(The input Opens)

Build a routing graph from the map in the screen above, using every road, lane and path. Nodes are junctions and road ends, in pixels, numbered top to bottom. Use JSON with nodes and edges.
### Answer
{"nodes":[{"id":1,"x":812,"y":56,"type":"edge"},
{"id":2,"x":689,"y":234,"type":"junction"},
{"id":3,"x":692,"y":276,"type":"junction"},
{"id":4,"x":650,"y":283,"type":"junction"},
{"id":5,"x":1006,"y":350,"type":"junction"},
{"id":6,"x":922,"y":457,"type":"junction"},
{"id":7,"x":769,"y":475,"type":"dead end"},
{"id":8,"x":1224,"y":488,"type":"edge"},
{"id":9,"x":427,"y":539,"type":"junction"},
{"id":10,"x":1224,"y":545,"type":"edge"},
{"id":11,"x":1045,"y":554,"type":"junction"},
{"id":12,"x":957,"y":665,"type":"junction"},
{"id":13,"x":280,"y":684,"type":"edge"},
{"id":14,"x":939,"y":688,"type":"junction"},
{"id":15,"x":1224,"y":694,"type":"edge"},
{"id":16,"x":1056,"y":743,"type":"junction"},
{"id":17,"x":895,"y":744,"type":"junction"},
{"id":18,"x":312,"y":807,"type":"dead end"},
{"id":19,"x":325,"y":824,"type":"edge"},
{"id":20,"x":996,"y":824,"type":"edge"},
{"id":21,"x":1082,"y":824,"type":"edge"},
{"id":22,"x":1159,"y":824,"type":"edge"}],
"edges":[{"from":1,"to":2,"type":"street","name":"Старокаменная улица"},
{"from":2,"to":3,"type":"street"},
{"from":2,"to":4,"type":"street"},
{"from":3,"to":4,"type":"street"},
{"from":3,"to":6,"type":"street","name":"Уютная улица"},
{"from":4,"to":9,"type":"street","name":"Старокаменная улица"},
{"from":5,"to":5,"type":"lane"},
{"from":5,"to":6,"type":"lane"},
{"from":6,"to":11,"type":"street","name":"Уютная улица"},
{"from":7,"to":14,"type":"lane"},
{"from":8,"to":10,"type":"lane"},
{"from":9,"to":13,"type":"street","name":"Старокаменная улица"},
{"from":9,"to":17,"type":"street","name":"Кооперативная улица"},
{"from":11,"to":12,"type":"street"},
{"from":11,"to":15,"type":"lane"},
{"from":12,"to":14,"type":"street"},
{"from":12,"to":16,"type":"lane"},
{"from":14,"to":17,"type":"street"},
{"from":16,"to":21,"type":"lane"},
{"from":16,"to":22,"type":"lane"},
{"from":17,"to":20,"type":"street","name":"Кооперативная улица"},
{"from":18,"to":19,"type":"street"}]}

(The input Closes)

> Exercise details:
Would you please print every record exactly as written?

> Expected answer:
Build a routing graph from the map in the screen above, using every road, lane and path. Nodes are junctions and road ends, in pixels, numbered top to bottom. Use JSON with nodes and edges.
### Answer
{"nodes":[{"id":1,"x":812,"y":56,"type":"edge"},
{"id":2,"x":689,"y":234,"type":"junction"},
{"id":3,"x":692,"y":276,"type":"junction"},
{"id":4,"x":650,"y":283,"type":"junction"},
{"id":5,"x":1006,"y":350,"type":"junction"},
{"id":6,"x":922,"y":457,"type":"junction"},
{"id":7,"x":769,"y":475,"type":"dead end"},
{"id":8,"x":1224,"y":488,"type":"edge"},
{"id":9,"x":427,"y":539,"type":"junction"},
{"id":10,"x":1224,"y":545,"type":"edge"},
{"id":11,"x":1045,"y":554,"type":"junction"},
{"id":12,"x":957,"y":665,"type":"junction"},
{"id":13,"x":280,"y":684,"type":"edge"},
{"id":14,"x":939,"y":688,"type":"junction"},
{"id":15,"x":1224,"y":694,"type":"edge"},
{"id":16,"x":1056,"y":743,"type":"junction"},
{"id":17,"x":895,"y":744,"type":"junction"},
{"id":18,"x":312,"y":807,"type":"dead end"},
{"id":19,"x":325,"y":824,"type":"edge"},
{"id":20,"x":996,"y":824,"type":"edge"},
{"id":21,"x":1082,"y":824,"type":"edge"},
{"id":22,"x":1159,"y":824,"type":"edge"}],
"edges":[{"from":1,"to":2,"type":"street","name":"Старокаменная улица"},
{"from":2,"to":3,"type":"street"},
{"from":2,"to":4,"type":"street"},
{"from":3,"to":4,"type":"street"},
{"from":3,"to":6,"type":"street","name":"Уютная улица"},
{"from":4,"to":9,"type":"street","name":"Старокаменная улица"},
{"from":5,"to":5,"type":"lane"},
{"from":5,"to":6,"type":"lane"},
{"from":6,"to":11,"type":"street","name":"Уютная улица"},
{"from":7,"to":14,"type":"lane"},
{"from":8,"to":10,"type":"lane"},
{"from":9,"to":13,"type":"street","name":"Старокаменная улица"},
{"from":9,"to":17,"type":"street","name":"Кооперативная улица"},
{"from":11,"to":12,"type":"street"},
{"from":11,"to":15,"type":"lane"},
{"from":12,"to":14,"type":"street"},
{"from":12,"to":16,"type":"lane"},
{"from":14,"to":17,"type":"street"},
{"from":16,"to":21,"type":"lane"},
{"from":16,"to":22,"type":"lane"},
{"from":17,"to":20,"type":"street","name":"Кооперативная улица"},
{"from":18,"to":19,"type":"street"}]}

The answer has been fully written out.